Over the next 12 months, our aim is to further secure the foundations of the Open Government Partnership as a globally recognised and respected international initiative. We will strengthen the role of civil society organisations, encouraging greater collaboration with governments to forge more innovative and open ways of working. And we will work with emerging powers to help them embed principles of transparency and openness.

Maude also wrote:

As lead co-chair of the Open Government Partnership, the United Kingdom will lead by example. Data.gov.uk, our web portal, is already the largest data resource in the world with over 40,000 files online. We’ve also ensured that every British government department has specific new open data commitments in their business plans. But we aren’t stopping there. Alongside our international work through the partnership, Britain will keep driving forward our domestic transparency agenda.

Today, we’ve launched a new tool through the Open Data User Group which allows anyone to petition the government to release data sets that aren’t currently available. Individuals and businesses can complete an online form, describing what data they want and what benefits its release would bring.

And we have also just announced plans to open up more business data. This will allow consumers to compare companies’ environmental or community performance as easily as they can compare prices when choosing a product.

Priority Statement Text

In full, the priority statement says:

Priority 1

Show that transparency drives prosperity, by demonstrating the value of open governance, inclusive development and citizen empowerment.
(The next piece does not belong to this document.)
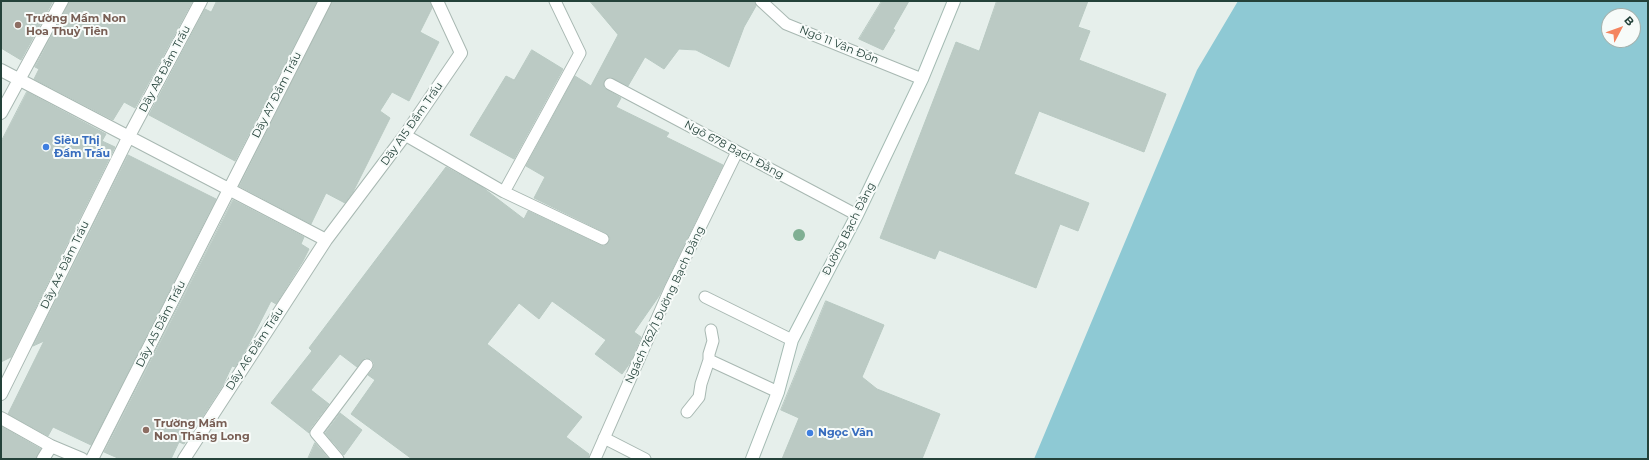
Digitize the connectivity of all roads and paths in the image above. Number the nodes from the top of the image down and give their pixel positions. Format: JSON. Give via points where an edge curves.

We’d like to work with our partners in the OGP to do this by:

  • Communicating the exciting examples of open government creating growth in participating countries – and enabling participants to replicate that activity at home;
  • Driving the uptake of media and technological solutions for publishing and using open data; and,
  • Identifying opportunities for commerce and civil society across participating countries to develop relationships with different OGP participants in the field of open government.

Priority 2

Secure the foundations of the OGP as a globally recognised and respected international initiative that non-participating countries will aspire to join, and with participating countries that seek to uphold the values OGP promotes. Working with our colleagues we’ll do this by:

  • Putting an excellent Independent Reporting Mechanism in place;
  • Appointing an International Expert Panel to oversee the IRM;
  • Ensuring the right mechanisms are embedded to ensure full clarity and transparency around the objectives and workings of the OGP; and,
  • Ensuring the Central Support Unit meets the needs of the OGP as it expands in size and scale.

Priority 3

Do more to communicate the opportunities that open government provides.

We’d like to work with our partners in OGP to do this by:

  • Doing more to highlight the progress and achievements set out in country plans;
  • Developing partnerships at national and regional level to expedite progress by learning from one another – including partnerships the UK is setting up on data standards, smart cities and data portals; and,
  • Engaging with participants, observers and other multilateral fora to show how transparency can improve public services and governance, promote innovation, reduce corruption and drive sustainable economic growth – as well as provide valuable input to debates on future global development goals, post-2015.

Priority 4

Build on the unique working relationship between participating governments and CSOs that is a fundamental facet of the OGP – improving further on the ways that CSOs work with the OGP Steering Committee and participating governments as equal partners. We want to work with our partners to do this by:

  • Drawing on the experience of participants at local, regional and global levels to generate even more effective working models and networks; and,
  • Encouraging pilots for more innovative and open ways of working between government and CSOs.

We believe that, together with our co-chairs and the participants in the OGP, we can deliver this set of priorities, and move the OGP from commitment to action – and that in a year’s time the OGP will be globally renowned as an efficient, effective and visionary partnership, and one that is proven in transforming societies around the world.